NEWPORT BEACH – She helped cook poisoned hamburger meat and to set up surveillance cameras. Later, she funneled cash to her fugitive husband.

On Tuesday, the ex-wife of a man accused of teaming up with two high school friends to kidnap, brutally torture and sexually mutilate a marijuana dispensary owner testified to the events leading up to the abduction.

Cortney Shegerian during testimony in the trial of her ex-husband, Hossein Nayeri, described assisting Nayeri in surveilling the marijuana dispensary owner prior to his abduction, seeing Nayeri with a blowtorch used in the torture, and getting money to him once he fled to Iran in the midst of the subsequent police investigation.

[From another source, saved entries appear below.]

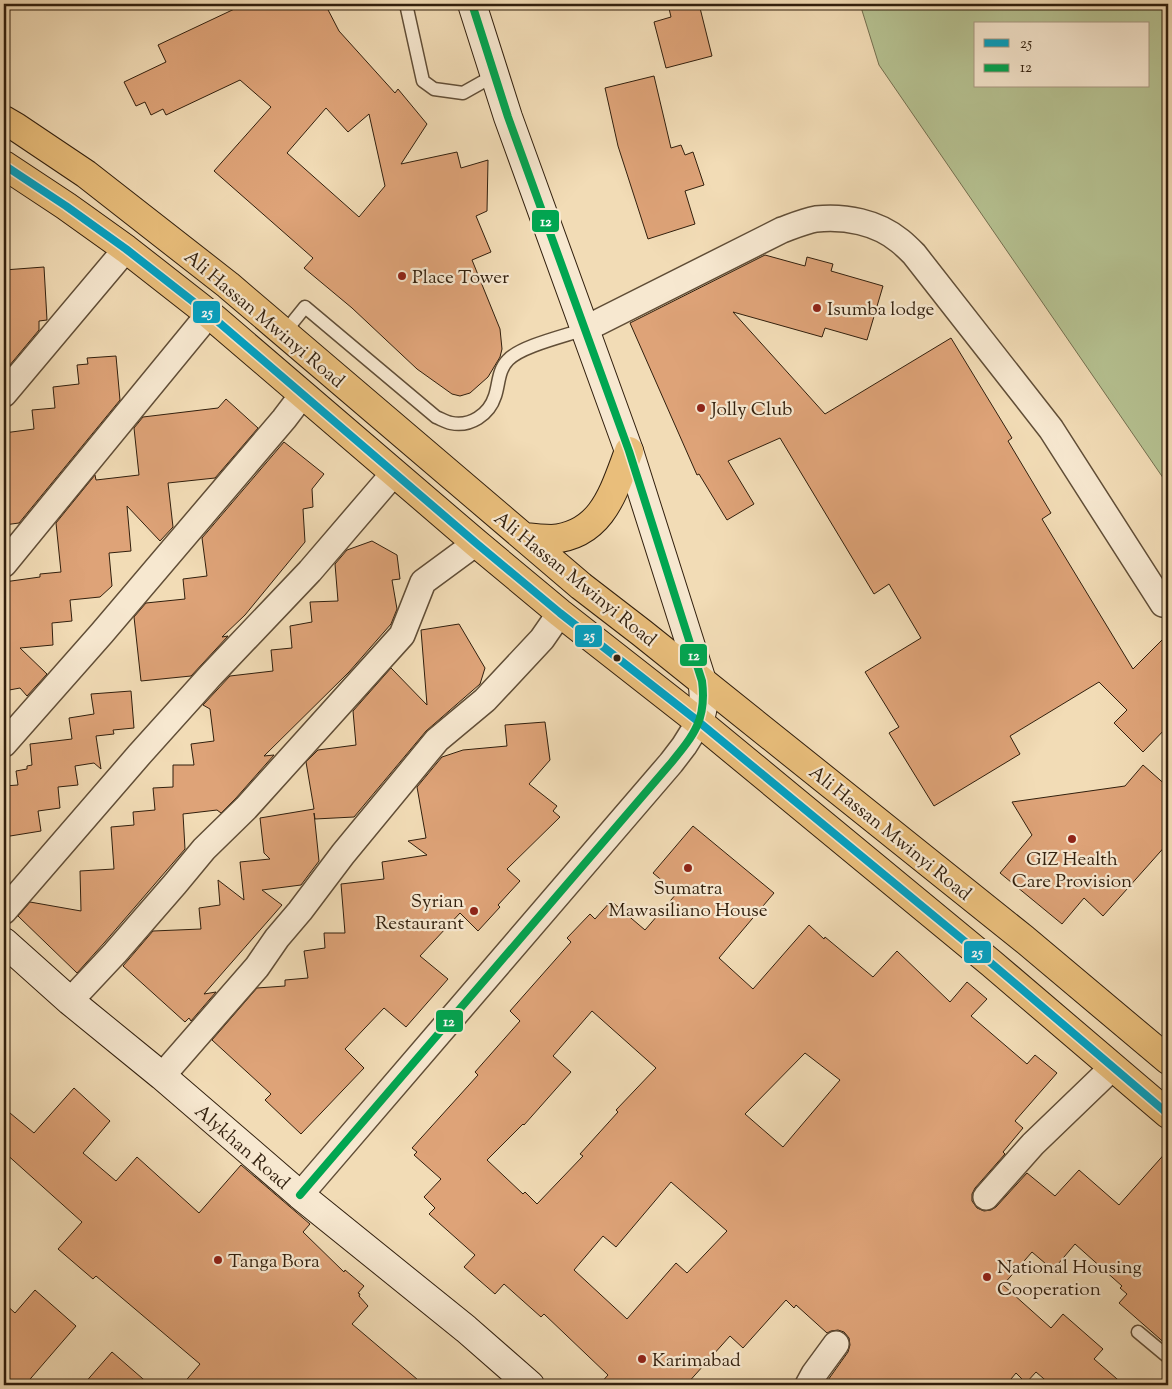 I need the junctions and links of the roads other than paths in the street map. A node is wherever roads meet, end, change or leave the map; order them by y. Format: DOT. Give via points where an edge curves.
graph roads {
  1 [pos="406,4"];
  2 [pos="472,4"];
  3 [pos="495,76"];
  4 [pos="4,120"];
  5 [pos="4,165"];
  6 [pos="126,249"];
  7 [pos="209,314"];
  8 [pos="585,329"];
  9 [pos="284,333"];
  10 [pos="4,394"];
  11 [pos="303,394"];
  12 [pos="629,451"];
  13 [pos="394,473"];
  14 [pos="524,537"];
  15 [pos="476,543"];
  16 [pos="4,564"];
  17 [pos="1163,604"];
  18 [pos="560,613"];
  19 [pos="702,681"];
  20 [pos="699,722"];
  21 [pos="4,744"];
  22 [pos="4,911"];
  23 [pos="4,942"];
  24 [pos="70,1001"];
  25 [pos="1168,1060"];
  26 [pos="1113,1067"];
  27 [pos="162,1076"];
  28 [pos="1168,1114"];
  29 [pos="300,1195"];
  30 [pos="986,1197"];
  31 [pos="1138,1332"];
  32 [pos="836,1344"];
  33 [pos="1168,1357"];
  34 [pos="530,1385"];
  35 [pos="808,1385"];
  1 -- 3 [label="lane" via="422,81 434,89 462,93"];
  2 -- 3 [label="main road"];
  3 -- 8 [label="main road"];
  4 -- 9 [label="highway, Ali Hassan Mwinyi Road" via="86,174"];
  5 -- 6 [label="highway, Ali Hassan Mwinyi Road"];
  6 -- 7 [label="highway, Ali Hassan Mwinyi Road"];
  6 -- 10 [label="street"];
  7 -- 11 [label="highway, Ali Hassan Mwinyi Road"];
  7 -- 16 [label="street"];
  8 -- 9 [label="lane" via="513,356 500,372 496,396 486,412 469,423 458,424 436,417 305,307"];
  8 -- 12 [label="main road"];
  8 -- 17 [label="street" via="782,230 814,219 846,219 884,230 914,254 1052,429"];
  9 -- 14 [label="highway, Ali Hassan Mwinyi Road"];
  11 -- 13 [label="highway, Ali Hassan Mwinyi Road"];
  11 -- 21 [label="street" via="102,634"];
  12 -- 14 [label="highway" via="608,503 596,519 568,536 552,539"];
  12 -- 19 [label="main road"];
  13 -- 15 [label="highway, Ali Hassan Mwinyi Road"];
  13 -- 22 [label="street" via="310,571 139,755"];
  14 -- 19 [label="highway, Ali Hassan Mwinyi Road"];
  15 -- 18 [label="highway, Ali Hassan Mwinyi Road"];
  15 -- 24 [label="street" via="423,582 402,634 246,808 204,849"];
  18 -- 20 [label="highway, Ali Hassan Mwinyi Road"];
  18 -- 27 [label="street" via="542,639 485,700 436,740 257,967"];
  19 -- 20 [label="main road" via="704,707"];
  19 -- 25 [label="highway, Ali Hassan Mwinyi Road" via="1024,939"];
  20 -- 26 [label="highway, Ali Hassan Mwinyi Road"];
  20 -- 29 [label="street" via="671,763"];
  23 -- 24 [label="main road, Alykhan Road"];
  24 -- 27 [label="main road, Alykhan Road"];
  26 -- 28 [label="highway, Ali Hassan Mwinyi Road"];
  26 -- 30 [label="street" via="1033,1144"];
  27 -- 29 [label="main road, Alykhan Road"];
  29 -- 34 [label="main road, Alykhan Road"];
  31 -- 33 [label="lane"];
  32 -- 35 [label="street"];
}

Prosecutors allege Nayeri and his friends kidnapped and tortured the marijuana dispensary owner  – who the Register is not naming due to the nature of the crimes – in an attempt to find a non-existent $1 million they falsely believed the man had buried in the desert.

Nayeri’s attorney has denied that Nayeri had anything to do with the abduction, raising the prospect that it was carried out by three other men. The defense attorney has also accused Shegerian of lying to police about Nayeri’s alleged role in the high-profile case.

Shegerian, a key witness against Nayeri, described their relationship as deeply dysfunctional. Prior to the abduction, Shegerian testified, Nayeri borrowed her pink Taser, and asked her help making poisoned hamburgers to feed to a dog owned by the marijuana dispensary owner’s parents.

“You obviously know there is some sort of rip-off that is going to occur (against the marijuana dispensary owner)?” Senior Deputy District Attorney Matt Murphy asked Shegerian of the days leading up to the abduction.

“Yes,” she replied.

At one point, Shegerian said, Nayeri showed her a map of a vehicle with a GPS unit on it circling part of the Mojave Desert.

“He said ‘why would someone be out in the desert circling a certain area,’” Shegerian testified. ‘“I said, ‘I don’t know.’ He said, ‘Seems like a perfect place to bury some cash.’ I said, ‘Probably.’ ”

The marijuana dispensary owner has testified that he traveled to that part of the desert prior to this abduction because a man he knew wanted him to invest in a gold mine in the area, a suggestion he ignored since he figured it was a scam.

In the early morning hours of Oct. 2, 2012, three men wearing ski masks broke into a home on the peninsula in Newport Beach. The armed intruders abducted the marijuana dispensary owner, who was renting a room at the home, as well as the girlfriend of the man who owned the house. After blindfolding the man and woman and binding them with zip-ties, the intruders forced them into a van.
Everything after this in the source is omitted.